Day: January 8, 2011

Repeating the allegations doesn’t make them true

Chuck Sudetic, whom I know and respect, in his Washington Post op/ed Saturday repeats Dick Marty’s allegations about high-level criminal activity in Kosovo in 1999-2000, this time without the important reservation that no forensic investigation has been conducted and no claims of guilt or innocence can be made.  This is pretty rich, coming from the co-author of Carla Del Ponte’s memoir.  Carla was the Hague Tribunal prosecutor who failed herself to mount a serious investigation of these allegations but nevertheless saw fit to include them, briefly, in the memoir.

Marty’s report, Chuck says, does not attack Kosovo’s legitimacy, but as is now well known Marty himself took a strong stand against Kosovo independence, on legal grounds that have now been vitiated in their entirety by the advisory opinion of the International Court of Justice.  Are we to believe, as Chuck claims, that the Marty report “draws upon Albanian eyewitnesses and insiders as well as Western intelligence and police agencies, and not upon the Albanians’ foe, the government of Serbia”?  There are clear signs in the Marty report of information coming from Serbia, whether directly or through those Western intelligence and police agencies.

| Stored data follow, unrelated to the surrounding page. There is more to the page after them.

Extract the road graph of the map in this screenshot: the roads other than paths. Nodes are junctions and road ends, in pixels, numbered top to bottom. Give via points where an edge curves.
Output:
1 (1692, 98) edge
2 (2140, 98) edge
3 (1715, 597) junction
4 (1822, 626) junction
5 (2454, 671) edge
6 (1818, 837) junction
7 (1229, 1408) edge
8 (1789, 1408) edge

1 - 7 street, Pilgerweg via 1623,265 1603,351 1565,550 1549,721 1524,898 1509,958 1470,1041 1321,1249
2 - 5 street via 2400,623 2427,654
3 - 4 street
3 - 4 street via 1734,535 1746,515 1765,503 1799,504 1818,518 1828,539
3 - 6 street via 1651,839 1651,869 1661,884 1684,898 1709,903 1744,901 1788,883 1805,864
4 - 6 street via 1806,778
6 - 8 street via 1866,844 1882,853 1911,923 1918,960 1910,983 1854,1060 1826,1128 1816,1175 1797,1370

I repeat what I have said previously:  I do not know the truth or falsity of the allegations, precisely because no serious forensic investigation has been conducted.  That is what is needed, complete with the latest scientific techniques as well as witness protection, which Chuck rightly calls for.

He is also correct in one other important respect:  these allegations, even if true, are no grounds for calling into question Kosovo’s legitimacy as an independent state.  Does anyone think Croatia less legitimate as a state because its former prime minister now stands accused of corruption?  Or that Serbia should not be independent because it was led for many years by a president accused of war crimes and crimes against humanity?  Those who have tried to open up this line of attack are doing their own cause a serious disservice, and making it difficult for both Pristina and Tirana to do what they should, namely cooperate fully with a serious investigation.

Chuck exaggerates American responsibility in this matter, referring repeatedly to the United States and its diplomats as if only what they say goes.  But Washington and Brussels together can and should exert the pressure needed to get a serious investigation under way, with full cooperation from Pristina, Tirana and Belgrade.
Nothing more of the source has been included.